**Directions:** In the records that follow, locate every line with "ٹرانسپشاور" and extract it.

**Listed records:**
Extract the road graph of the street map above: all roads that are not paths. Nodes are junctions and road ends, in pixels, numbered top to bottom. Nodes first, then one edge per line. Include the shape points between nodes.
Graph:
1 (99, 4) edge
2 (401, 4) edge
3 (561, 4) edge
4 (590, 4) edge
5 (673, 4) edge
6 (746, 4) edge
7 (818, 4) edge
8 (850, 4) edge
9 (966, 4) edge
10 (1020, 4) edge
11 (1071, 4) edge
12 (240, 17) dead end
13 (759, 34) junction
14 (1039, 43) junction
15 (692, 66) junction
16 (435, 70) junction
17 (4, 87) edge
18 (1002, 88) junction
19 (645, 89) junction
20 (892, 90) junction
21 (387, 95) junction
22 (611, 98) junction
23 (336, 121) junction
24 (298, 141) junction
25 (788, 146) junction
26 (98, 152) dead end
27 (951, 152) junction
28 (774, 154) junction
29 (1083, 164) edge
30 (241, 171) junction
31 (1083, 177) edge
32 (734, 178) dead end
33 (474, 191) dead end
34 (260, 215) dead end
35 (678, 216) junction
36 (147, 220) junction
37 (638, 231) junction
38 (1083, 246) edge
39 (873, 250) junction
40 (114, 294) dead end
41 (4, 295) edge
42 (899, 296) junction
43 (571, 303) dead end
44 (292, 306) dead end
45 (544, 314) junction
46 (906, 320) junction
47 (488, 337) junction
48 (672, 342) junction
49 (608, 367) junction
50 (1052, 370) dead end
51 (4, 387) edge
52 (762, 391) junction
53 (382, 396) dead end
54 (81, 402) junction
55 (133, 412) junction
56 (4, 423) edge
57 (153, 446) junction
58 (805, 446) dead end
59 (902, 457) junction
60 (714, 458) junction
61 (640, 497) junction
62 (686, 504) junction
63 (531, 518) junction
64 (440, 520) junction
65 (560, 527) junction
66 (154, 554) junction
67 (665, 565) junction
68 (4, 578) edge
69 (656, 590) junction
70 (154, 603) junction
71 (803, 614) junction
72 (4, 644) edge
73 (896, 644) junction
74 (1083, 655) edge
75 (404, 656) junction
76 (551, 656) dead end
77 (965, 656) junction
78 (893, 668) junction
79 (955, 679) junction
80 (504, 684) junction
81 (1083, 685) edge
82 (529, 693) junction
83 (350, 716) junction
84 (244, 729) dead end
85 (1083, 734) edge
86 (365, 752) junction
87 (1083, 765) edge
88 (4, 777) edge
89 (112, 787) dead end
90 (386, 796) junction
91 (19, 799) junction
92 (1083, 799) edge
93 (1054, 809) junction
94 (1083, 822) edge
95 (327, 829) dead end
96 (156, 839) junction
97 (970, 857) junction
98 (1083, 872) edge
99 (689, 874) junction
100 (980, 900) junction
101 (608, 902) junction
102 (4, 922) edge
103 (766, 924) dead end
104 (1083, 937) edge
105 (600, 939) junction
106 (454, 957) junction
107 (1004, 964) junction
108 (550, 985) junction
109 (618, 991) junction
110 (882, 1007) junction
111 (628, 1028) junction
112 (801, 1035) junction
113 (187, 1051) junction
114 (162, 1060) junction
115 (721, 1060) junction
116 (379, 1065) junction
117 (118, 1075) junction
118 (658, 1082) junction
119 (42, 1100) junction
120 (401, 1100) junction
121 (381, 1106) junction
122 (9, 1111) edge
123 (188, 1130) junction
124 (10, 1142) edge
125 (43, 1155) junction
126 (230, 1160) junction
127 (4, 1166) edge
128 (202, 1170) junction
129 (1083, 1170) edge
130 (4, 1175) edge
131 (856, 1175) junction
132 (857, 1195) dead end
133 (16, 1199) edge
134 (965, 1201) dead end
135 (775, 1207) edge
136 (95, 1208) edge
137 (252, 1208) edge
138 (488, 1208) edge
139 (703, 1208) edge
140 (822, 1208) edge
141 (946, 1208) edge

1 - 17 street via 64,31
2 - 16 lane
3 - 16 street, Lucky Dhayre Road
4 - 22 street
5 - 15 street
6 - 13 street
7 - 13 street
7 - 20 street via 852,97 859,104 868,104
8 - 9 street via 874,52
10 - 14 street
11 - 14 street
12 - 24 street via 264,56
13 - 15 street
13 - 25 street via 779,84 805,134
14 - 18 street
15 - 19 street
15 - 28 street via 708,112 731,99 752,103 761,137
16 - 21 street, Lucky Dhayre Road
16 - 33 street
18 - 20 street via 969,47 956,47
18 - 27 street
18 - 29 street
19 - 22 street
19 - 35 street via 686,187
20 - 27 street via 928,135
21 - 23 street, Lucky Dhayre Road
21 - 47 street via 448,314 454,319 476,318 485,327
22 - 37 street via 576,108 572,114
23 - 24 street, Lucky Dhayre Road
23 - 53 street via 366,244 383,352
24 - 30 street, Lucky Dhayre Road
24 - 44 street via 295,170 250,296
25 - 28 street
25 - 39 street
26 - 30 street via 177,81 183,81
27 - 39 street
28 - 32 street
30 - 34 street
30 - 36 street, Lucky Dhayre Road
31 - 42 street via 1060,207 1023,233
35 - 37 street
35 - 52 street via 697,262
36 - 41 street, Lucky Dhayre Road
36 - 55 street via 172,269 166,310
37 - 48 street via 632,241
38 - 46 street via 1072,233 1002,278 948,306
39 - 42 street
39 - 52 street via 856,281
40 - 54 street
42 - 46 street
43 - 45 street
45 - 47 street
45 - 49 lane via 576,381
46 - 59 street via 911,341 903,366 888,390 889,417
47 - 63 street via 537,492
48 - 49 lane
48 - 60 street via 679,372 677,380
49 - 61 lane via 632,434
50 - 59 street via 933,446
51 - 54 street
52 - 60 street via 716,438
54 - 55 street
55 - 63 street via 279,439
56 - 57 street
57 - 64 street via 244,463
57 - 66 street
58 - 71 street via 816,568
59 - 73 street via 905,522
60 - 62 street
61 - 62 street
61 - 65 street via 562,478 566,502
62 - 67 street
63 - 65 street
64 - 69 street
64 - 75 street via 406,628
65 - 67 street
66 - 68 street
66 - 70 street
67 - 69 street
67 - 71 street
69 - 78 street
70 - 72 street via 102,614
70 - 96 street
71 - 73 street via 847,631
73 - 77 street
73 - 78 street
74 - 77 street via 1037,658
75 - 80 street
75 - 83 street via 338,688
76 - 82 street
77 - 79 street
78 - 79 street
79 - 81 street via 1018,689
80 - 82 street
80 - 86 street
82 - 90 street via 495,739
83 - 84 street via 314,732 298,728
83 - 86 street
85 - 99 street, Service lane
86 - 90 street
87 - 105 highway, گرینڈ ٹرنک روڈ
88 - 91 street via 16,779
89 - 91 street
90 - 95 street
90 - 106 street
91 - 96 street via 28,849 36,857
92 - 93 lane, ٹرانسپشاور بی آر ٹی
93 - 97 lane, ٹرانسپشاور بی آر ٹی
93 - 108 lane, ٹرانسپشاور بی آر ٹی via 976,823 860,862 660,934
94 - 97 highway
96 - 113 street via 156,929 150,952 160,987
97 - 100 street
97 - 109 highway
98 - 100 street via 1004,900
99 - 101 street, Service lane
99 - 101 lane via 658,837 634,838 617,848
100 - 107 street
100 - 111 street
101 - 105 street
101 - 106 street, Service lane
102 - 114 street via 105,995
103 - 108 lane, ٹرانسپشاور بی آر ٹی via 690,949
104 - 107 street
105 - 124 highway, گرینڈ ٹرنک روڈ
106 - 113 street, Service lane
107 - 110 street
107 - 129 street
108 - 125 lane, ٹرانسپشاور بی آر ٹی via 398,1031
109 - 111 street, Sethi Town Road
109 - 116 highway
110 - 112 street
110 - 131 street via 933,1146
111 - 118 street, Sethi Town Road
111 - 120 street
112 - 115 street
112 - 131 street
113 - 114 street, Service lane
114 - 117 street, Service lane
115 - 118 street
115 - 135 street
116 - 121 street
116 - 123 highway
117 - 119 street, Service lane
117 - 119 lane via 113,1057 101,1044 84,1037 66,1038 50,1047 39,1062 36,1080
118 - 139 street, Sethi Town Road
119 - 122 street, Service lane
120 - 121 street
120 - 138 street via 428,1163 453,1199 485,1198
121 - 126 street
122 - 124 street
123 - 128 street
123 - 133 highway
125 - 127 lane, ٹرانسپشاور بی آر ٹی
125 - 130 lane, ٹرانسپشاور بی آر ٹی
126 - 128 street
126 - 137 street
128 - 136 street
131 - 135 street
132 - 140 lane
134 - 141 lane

**Answer:**
92 - 93 lane, ٹرانسپشاور بی آر ٹی
93 - 97 lane, ٹرانسپشاور بی آر ٹی
93 - 108 lane, ٹرانسپشاور بی آر ٹی via 976,823 860,862 660,934
103 - 108 lane, ٹرانسپشاور بی آر ٹی via 690,949
108 - 125 lane, ٹرانسپشاور بی آر ٹی via 398,1031
125 - 127 lane, ٹرانسپشاور بی آر ٹی
125 - 130 lane, ٹرانسپشاور بی آر ٹی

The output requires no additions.